مرکز منطقه ای اطلاع رساني علوم و فناوري

Abstract :

Summary There is considerable evidence to implicate T cells in the pathogenesis of rheumatoid arthritis (RA). They initiate and sustain inflammation and therefore are attractive targets for immunotherapy. Several strategies targeting T cells have been tried in RA. The use of monoclonal antibodies to deplete T cells has been used extensively but with little success. Studies have shown that T cell depleting antibodies produce profound peripheral blood lymphopenia but they are less effective in depleting lymphocytes in the joint. Since clinical efficacy is likely to depend on depleting almost all synovial lymphocytes, high doses of monoclonal antibodies would have to be given.

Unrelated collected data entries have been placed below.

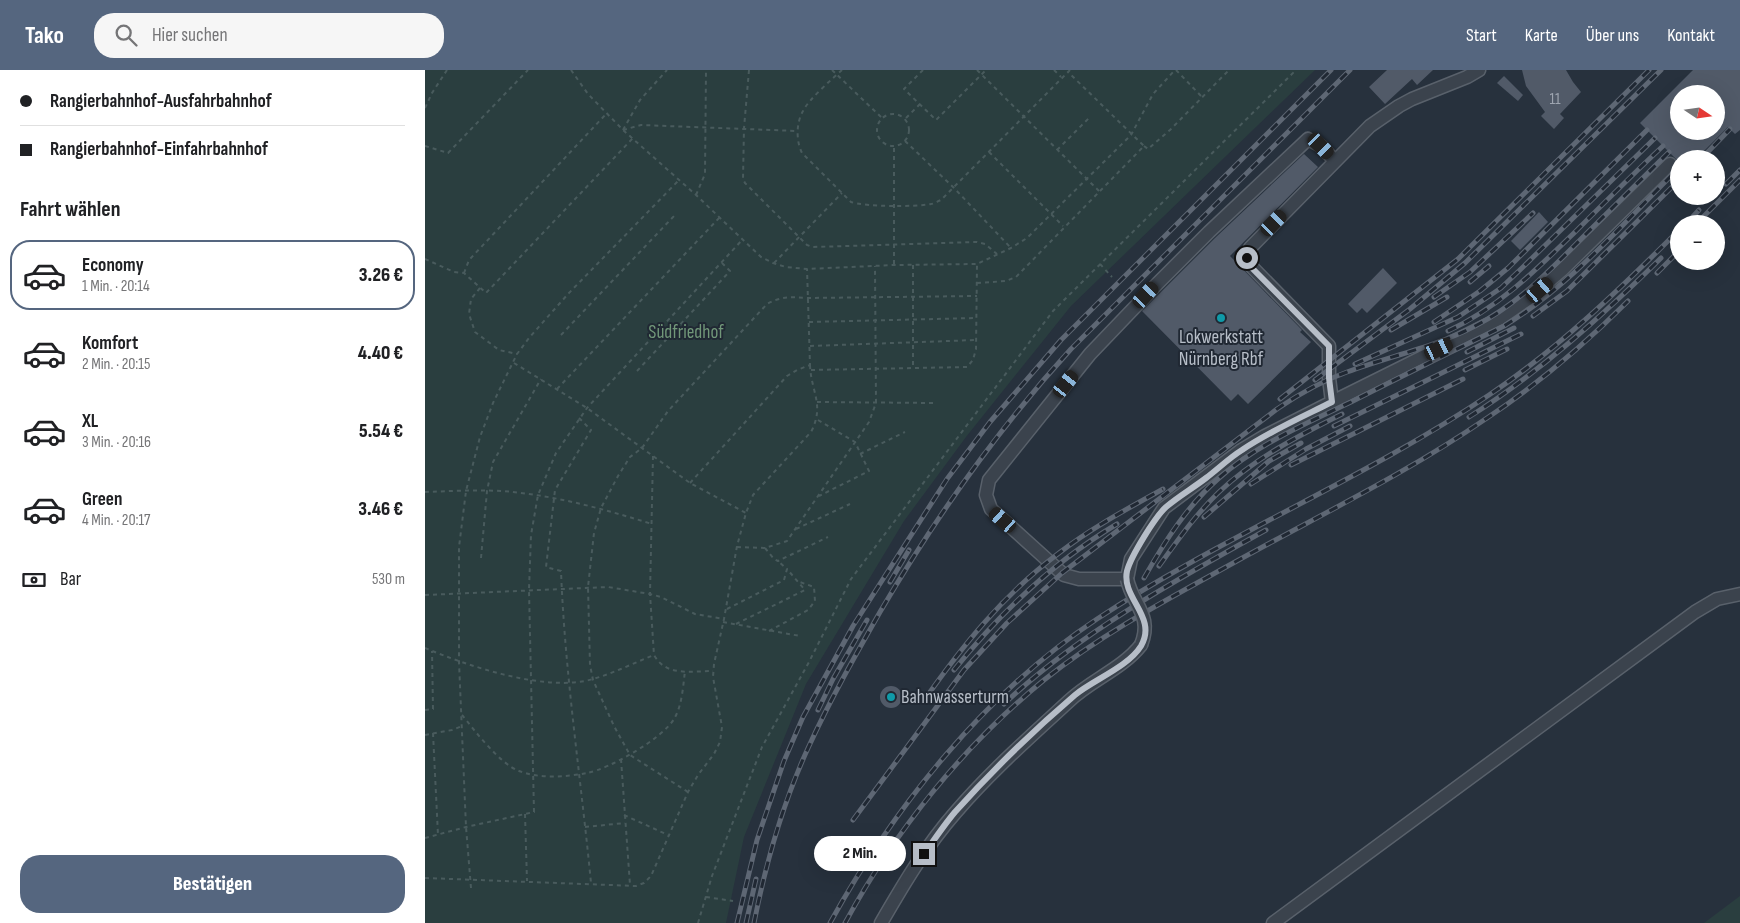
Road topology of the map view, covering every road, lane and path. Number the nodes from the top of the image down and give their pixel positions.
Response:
1 (447, 70) edge
2 (528, 70) edge
3 (571, 70) edge
4 (667, 70) edge
5 (706, 70) edge
6 (749, 70) edge
7 (832, 70) edge
8 (842, 70) edge
9 (923, 70) edge
10 (977, 70) edge
11 (986, 70) edge
12 (1054, 70) edge
13 (1175, 70) edge
14 (1229, 70) edge
15 (1296, 70) edge
16 (1479, 70) edge
17 (1069, 71) edge
18 (981, 74) junction
19 (837, 75) junction
20 (1062, 78) junction
21 (1202, 97) junction
22 (920, 104) junction
23 (425, 108) edge
24 (607, 114) junction
25 (1024, 116) junction
26 (882, 118) junction
27 (1089, 118) dead end
28 (905, 119) junction
29 (705, 128) junction
30 (744, 128) junction
31 (623, 130) junction
32 (798, 131) junction
33 (1131, 135) junction
34 (633, 138) junction
35 (905, 141) junction
36 (425, 146) edge
37 (894, 146) junction
38 (1144, 146) junction
39 (1057, 150) junction
40 (989, 152) junction
41 (1335, 160) junction
42 (1669, 164) dead end
43 (1087, 179) junction
44 (679, 180) junction
45 (954, 188) junction
46 (1099, 191) junction
47 (842, 193) junction
48 (697, 195) junction
49 (894, 206) junction
50 (1052, 214) junction
51 (674, 216) dead end
52 (720, 217) junction
53 (1064, 227) junction
54 (799, 237) junction
55 (743, 239) junction
56 (894, 244) junction
57 (1011, 248) junction
58 (997, 254) junction
59 (425, 259) edge
60 (721, 262) junction
61 (773, 263) junction
62 (977, 264) junction
63 (1100, 264) junction
64 (894, 265) junction
65 (913, 265) junction
66 (875, 266) junction
67 (807, 269) junction
68 (464, 273) junction
69 (1113, 277) dead end
70 (977, 283) junction
71 (480, 288) junction
72 (977, 296) junction
73 (875, 297) junction
74 (913, 297) junction
75 (808, 298) junction
76 (976, 318) junction
77 (913, 320) junction
78 (875, 321) junction
79 (809, 322) junction
80 (561, 335) dead end
81 (976, 340) junction
82 (913, 342) junction
83 (875, 344) junction
84 (810, 346) junction
85 (517, 354) junction
86 (513, 363) junction
87 (811, 365) junction
88 (875, 369) junction
89 (913, 369) junction
90 (811, 370) junction
91 (637, 371) dead end
92 (541, 379) junction
93 (557, 389) junction
94 (817, 402) junction
95 (1332, 402) junction
96 (875, 403) junction
97 (934, 403) dead end
98 (587, 408) junction
99 (579, 418) junction
100 (817, 420) junction
101 (905, 432) dead end
102 (855, 442) junction
103 (642, 448) junction
104 (860, 454) junction
105 (653, 456) junction
106 (689, 482) junction
107 (466, 491) junction
108 (487, 491) junction
109 (425, 492) edge
110 (538, 495) junction
111 (817, 497) junction
112 (553, 498) junction
113 (850, 504) dead end
114 (601, 508) junction
115 (746, 513) junction
116 (652, 524) junction
117 (794, 530) junction
118 (828, 537) dead end
119 (737, 546) junction
120 (765, 548) junction
121 (481, 558) dead end
122 (778, 561) junction
123 (787, 569) junction
124 (1127, 579) junction
125 (797, 581) junction
126 (588, 587) junction
127 (562, 588) junction
128 (529, 590) junction
129 (459, 593) junction
130 (425, 594) edge
131 (651, 594) junction
132 (1740, 594) edge
133 (726, 609) junction
134 (724, 621) junction
135 (736, 624) junction
136 (769, 630) junction
137 (800, 636) dead end
138 (425, 648) edge
139 (432, 651) junction
140 (654, 655) junction
141 (459, 662) junction
142 (685, 671) junction
143 (714, 671) junction
144 (531, 680) junction
145 (593, 680) junction
146 (569, 683) junction
147 (425, 710) edge
148 (462, 715) junction
149 (463, 726) junction
150 (433, 733) junction
151 (425, 734) edge
152 (630, 755) junction
153 (621, 759) junction
154 (580, 774) junction
155 (533, 775) junction
156 (688, 792) junction
157 (525, 814) junction
158 (624, 816) junction
159 (625, 823) junction
160 (466, 827) junction
161 (585, 827) junction
162 (438, 834) junction
163 (669, 835) junction
164 (425, 838) edge
165 (425, 878) edge
166 (471, 879) junction
167 (527, 881) junction
168 (591, 883) junction
169 (631, 885) junction
170 (471, 888) dead end
171 (706, 897) junction
172 (733, 901) dead end
173 (698, 923) edge
174 (881, 923) edge
175 (1273, 923) edge

1 - 23 path
2 - 36 path
3 - 24 path
4 - 31 path
5 - 29 path
6 - 30 path
7 - 19 path
8 - 19 path
9 - 22 path
10 - 18 path
11 - 18 path
12 - 20 path
13 - 21 path
13 - 33 path
14 - 21 path
15 - 63 path
16 - 41 lane
17 - 20 path
17 - 33 path
18 - 22 path
18 - 25 path
19 - 26 path
19 - 32 path
20 - 25 path
21 - 38 path
22 - 28 path
24 - 31 path
24 - 68 path
25 - 39 path
25 - 40 path
26 - 28 path
26 - 37 path
27 - 39 path
28 - 35 path
29 - 30 path
29 - 31 path
29 - 48 path
30 - 32 path
30 - 54 path
31 - 34 path
32 - 47 path
33 - 38 path
33 - 43 path
34 - 44 path
34 - 71 path
35 - 37 path
35 - 45 path
37 - 49 path
38 - 46 path
39 - 43 path
40 - 45 path
40 - 50 path
41 - 95 lane
41 - 124 lane
42 - 95 lane
43 - 46 path
43 - 50 path
44 - 48 path
44 - 85 path
45 - 49 path
45 - 57 path
46 - 53 path
47 - 49 path
47 - 54 path
48 - 52 path
49 - 56 path
50 - 53 path
50 - 57 path
51 - 80 path
52 - 55 path
52 - 93 path
53 - 70 path
54 - 56 path
54 - 61 path
55 - 60 path
55 - 61 path
56 - 58 path
56 - 64 path
57 - 58 path
58 - 62 path
59 - 68 path
60 - 91 path
60 - 98 path
61 - 67 path
62 - 65 path
62 - 70 path
63 - 69 path
63 - 171 path
64 - 65 path
64 - 66 path
65 - 74 path
66 - 67 path
66 - 73 path
67 - 75 path
68 - 71 path
70 - 72 path
71 - 85 path
72 - 74 path
72 - 76 path
73 - 74 path
73 - 75 path
73 - 78 path
74 - 77 path
75 - 79 path
75 - 103 path
76 - 77 path
76 - 81 path
77 - 78 path
77 - 82 path
78 - 79 path
78 - 83 path
79 - 84 path
81 - 82 path
81 - 89 path
82 - 83 path
82 - 89 path
83 - 84 path
83 - 88 path
84 - 87 path
85 - 86 path
86 - 92 path
86 - 107 path
87 - 90 path
87 - 106 path
88 - 89 path
88 - 90 path
88 - 96 path
90 - 94 path
92 - 93 path
92 - 108 path
93 - 98 path
94 - 96 path
94 - 100 path
95 - 124 lane
96 - 97 path
96 - 102 path
98 - 99 path
98 - 103 path
99 - 110 path
99 - 112 path
100 - 102 path
100 - 115 path
101 - 104 path
102 - 104 path
102 - 111 path
103 - 105 path
103 - 114 path
104 - 111 path
105 - 106 path
105 - 116 path
106 - 115 path
107 - 108 path
107 - 109 path
107 - 129 path
108 - 110 path
108 - 121 path
110 - 112 path
110 - 128 path
111 - 117 path
112 - 114 path
112 - 127 path
113 - 117 path
114 - 116 path
114 - 126 path
115 - 119 path
116 - 131 path
117 - 120 path
118 - 122 path
119 - 120 path
119 - 133 path
120 - 122 path
122 - 123 path
123 - 125 path
123 - 133 path
124 - 174 lane, bridge
125 - 135 path
125 - 136 path
126 - 127 path
126 - 131 path
126 - 145 path
127 - 128 path
127 - 146 path
128 - 129 path
128 - 144 path
129 - 130 path
129 - 141 path
131 - 134 path
131 - 140 path
132 - 175 lane
133 - 134 path
134 - 135 path
134 - 143 path
135 - 136 path
136 - 137 path
138 - 139 path
139 - 141 path
139 - 147 path
140 - 142 path
140 - 145 path
141 - 144 path
141 - 148 path
142 - 143 path
142 - 152 path
143 - 156 path
144 - 146 path
144 - 155 path
145 - 146 path
145 - 152 path
146 - 154 path
148 - 149 path
148 - 155 path
149 - 150 path
149 - 160 path
150 - 151 path
150 - 162 path
152 - 153 path
152 - 156 path
153 - 154 path
153 - 158 path
154 - 155 path
154 - 161 path
155 - 157 path
156 - 163 path
157 - 160 path
157 - 167 path
158 - 159 path
158 - 163 path
159 - 161 path
159 - 169 path
160 - 162 path
160 - 166 path
161 - 168 path
162 - 164 path
163 - 169 path
165 - 166 path
166 - 167 path
166 - 170 path
167 - 168 path
168 - 169 path
171 - 172 path
171 - 173 path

However, the invariably severe peripheral blood lymphopenia induced by such a regimen is likely to result in profound immunosuppression. Therefore, this strategy has been abandoned and recent attempts have been made to induce tolerance in RA. In animal models of RA, treatment with high dose non-depleting anti-CD4 monoclonal antibody protects them from arthritis induced by injection of streptococcal cell wall. In addition, it leads to a state of anergy which protects the animals from arthritis induction without further treatment with anti-CD4 monoclonal antibody. This is currently being used in clinical trials of RA. Other tolerance inducing treatment strategies include T cell or T cell receptor vaccination and oral tolerance. The former is particularly difficult since the rheumatoid arthritogenic antigen and the pathogenic T cell remain unknown. The latter has shown promise in placebo controlled trials although the ideal dosage remains unknown. The mechanism of action of oral tolerance involves either immunosuppressive T cell cytokines, T cell anergy or depletion.